Release Notes - 0.10.0

Furiosa SDK 0.10.0 is a major release which includes the followings:

  • Adds the next generation runtime engine (FuriosaRT) with higher performance and multi-device features

  • Improves usability of optimization for vision models by removing quantization operators from models

  • Supports OpenMetrics format in Metrics Exporter and provide more metrics such as NPU utilization

  • Improves furiosa-litmus to collect and dump from the diagnosis steps for reporting

  • Removes Python dependencies from furiosa-compiler command

  • Adds the new benchmark tool furiosa-bench

This release also includes a number of other feature additions, bug fixes, and performance improvements.

Component versions

Package Name

Version

NPU Driver

1.9.2

NPU Firmware Tools

1.5.1

NPU Firmware Image

1.7.3

HAL (Hardware Abstraction Layer)

0.11.0

Furiosa Compiler

0.10.0

Furiosa Quantizer

0.10.0

Furiosa Runtime

0.10.0

Python SDK (furiosa-server, furiosa-serving, ..)

0.10.0

NPU Toolkit (furiosactl)

0.11.0

NPU Device Plugin

0.10.1

NPU Feature Discovery

0.2.0

Installing the latest SDK or Upgrading

If you are using APT repository, the upgrade process is simple. Please run as follows. If you are not familiar with how to use FurioaAI’s APT repository, please find more detais from Driver, Firmware, and Runtime Installation.

apt-get update && apt-get upgrade

You can also upgrade specific packages as follows:

apt-get update && \
apt-get install -y furiosa-driver-warboy furiosa-libnux

You can upgrade firmware as follows:

apt-get update && \
apt-get install -y furiosa-firmware-tools furiosa-firmware-image

You can upgrade Python package as follows:

pip install --upgrade pip setuptools wheel
pip install --upgrade furiosa-sdk

Warning

When installing or upgrading the furiosa-sdk without updating pip to the latest version, you may encounter the following errors.

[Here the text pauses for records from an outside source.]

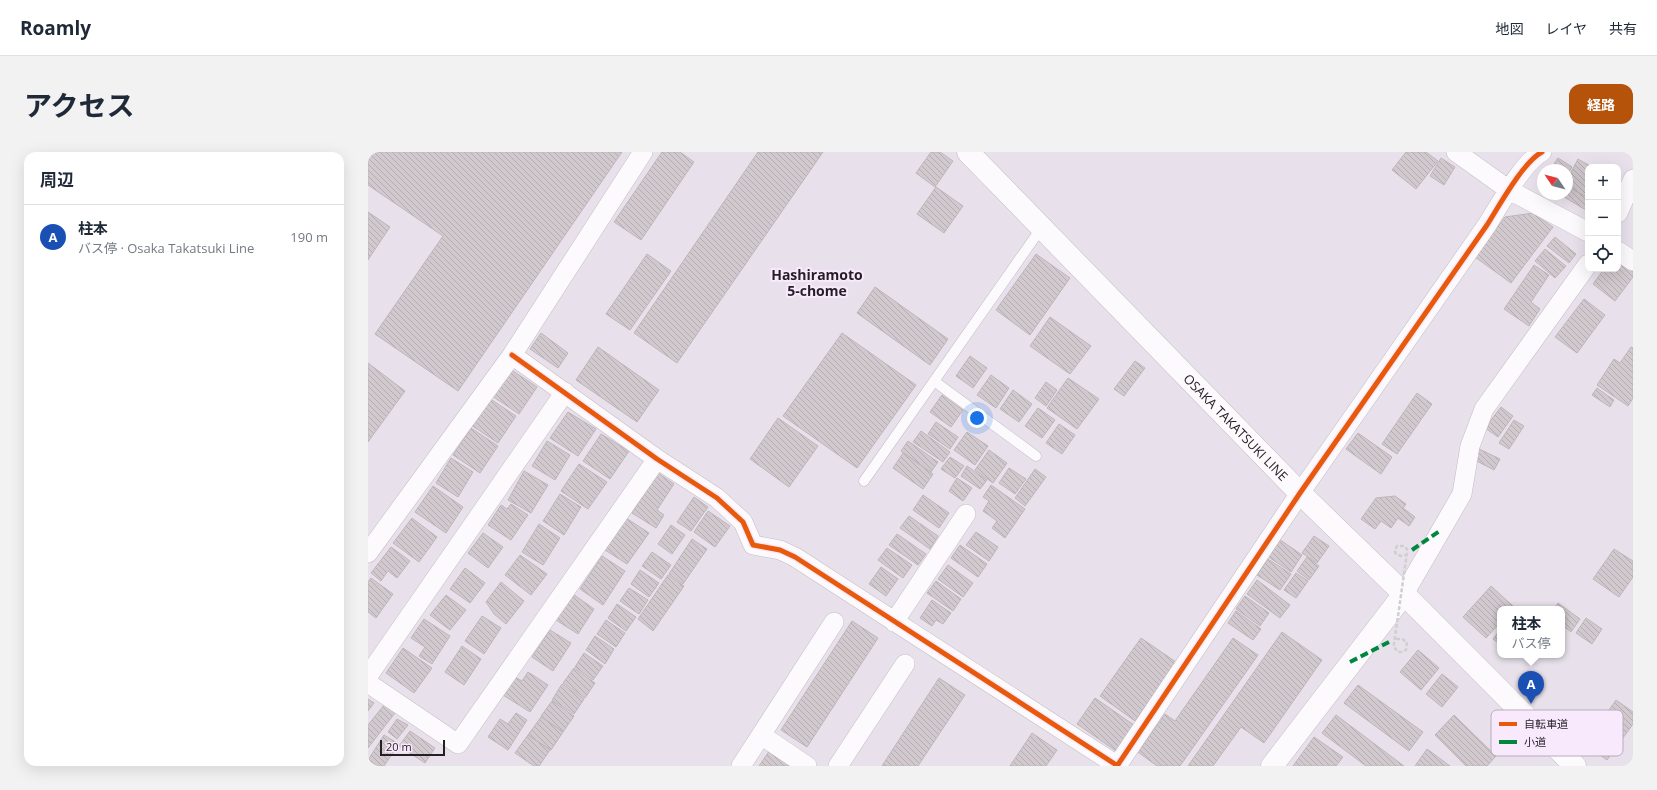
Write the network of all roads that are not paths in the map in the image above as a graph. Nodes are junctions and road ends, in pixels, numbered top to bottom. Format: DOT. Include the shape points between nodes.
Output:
graph roads {
  1 [pos="643,152"];
  2 [pos="968,152"];
  3 [pos="1542,152"];
  4 [pos="1460,153"];
  5 [pos="1633,179"];
  6 [pos="1509,190"];
  7 [pos="1621,206"];
  8 [pos="1042,227"];
  9 [pos="1585,230"];
  10 [pos="1621,253"];
  11 [pos="1633,261"];
  12 [pos="1585,268"];
  13 [pos="512,354"];
  14 [pos="934,381"];
  15 [pos="565,392"];
  16 [pos="1036,456"];
  17 [pos="656,459"];
  18 [pos="864,481"];
  19 [pos="1300,493"];
  20 [pos="966,514"];
  21 [pos="368,553"];
  22 [pos="1404,594"];
  23 [pos="834,622"];
  24 [pos="894,622"];
  25 [pos="905,664"];
  26 [pos="368,676"];
  27 [pos="368,683"];
  28 [pos="1519,710"];
  29 [pos="761,735"];
  30 [pos="1565,756"];
  31 [pos="741,766"];
  32 [pos="807,766"];
  33 [pos="838,766"];
  34 [pos="1117,766"];
  35 [pos="1272,766"];
  36 [pos="1575,766"];
  1 -- 13 [label="street"];
  2 -- 8 [label="main road, OSAKA TAKATSUKI LINE"];
  3 -- 6 [label="street" via="1535,156"];
  4 -- 6 [label="street"];
  5 -- 7 [label="street"];
  6 -- 9 [label="street"];
  6 -- 19 [label="street"];
  8 -- 14 [label="lane"];
  8 -- 19 [label="main road, OSAKA TAKATSUKI LINE"];
  10 -- 11 [label="street"];
  12 -- 22 [label="street" via="1484,409 1470,446 1462,494"];
  13 -- 15 [label="street"];
  13 -- 21 [label="street"];
  14 -- 16 [label="lane"];
  14 -- 18 [label="lane"];
  15 -- 17 [label="street"];
  15 -- 26 [label="street"];
  17 -- 24 [label="street" via="717,498 743,522 752,545 780,550 795,557"];
  17 -- 27 [label="street" via="458,744"];
  19 -- 22 [label="main road, OSAKA TAKATSUKI LINE"];
  19 -- 34 [label="street"];
  20 -- 24 [label="street"];
  22 -- 28 [label="main road, OSAKA TAKATSUKI LINE"];
  22 -- 35 [label="main road"];
  23 -- 29 [label="street"];
  24 -- 34 [label="street"];
  25 -- 33 [label="street"];
  29 -- 31 [label="street"];
  29 -- 32 [label="street"];
  30 -- 36 [label="main road, OSAKA TAKATSUKI LINE"];
}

ERROR: Could not find a version that satisfies the requirement furiosa-quantizer-impl==0.9.* (from furiosa-quantizer==0.9.*->furiosa-sdk) (from versions: none)
ERROR: No matching distribution found for furiosa-quantizer-impl==0.9.* (from furiosa-quantizer==0.9.*->furiosa-sdk)

Major changes

Next Generation Runtime Engine, FuriosaRT

SDK 0.10.0 includes the next-generation runtime engine called FuriosaRT. FuriosaRT is a newly designed runtime library that offers more advanced features and high performance in various workloads. Many components, such as furiosa-litmus, furiosa-bench, and furiosa-seving, are based on FuriosaRT, and the benefits of the new runtime engine are reflected in these components. FuriosaRT provides the backward compatibility with the previous runtime and includes the following new features:

New Runtime API

FuriosaRT introduces a native asynchronous API based on Python’s asyncio <https://docs.python.org/3/library/asyncio.html>. The existing APIs were sufficient for batch applications, but it requires extra code to implement high-performance serving applications, handling many concurrent individual requests. The new API natively supports asynchronous execution. With the new API, users can easily write their applications running on existing web frameworks such as FastAPI

The new API introduced many advanced features, and you can learn more about the details at Furiosa SDK API Reference - furiosa.runtime

Multi-device Support and Improvement on Device Configuration

FuriosaRT natively supports multiple devices with a single session. This feature leads to high-performance inference using multiple devices without extra implementations. Furthermore, FuriosaRT adopts more abstracted way to specify NPU devices. Before 0.9.0 release, users used to set device file names (e.g., npu0pe0-1) explicitly in the environment variable NPU_DEVNAME or session.create(.., device=”..”). This way was inconvinient in many cases because users need to find all available device files and specify them manually.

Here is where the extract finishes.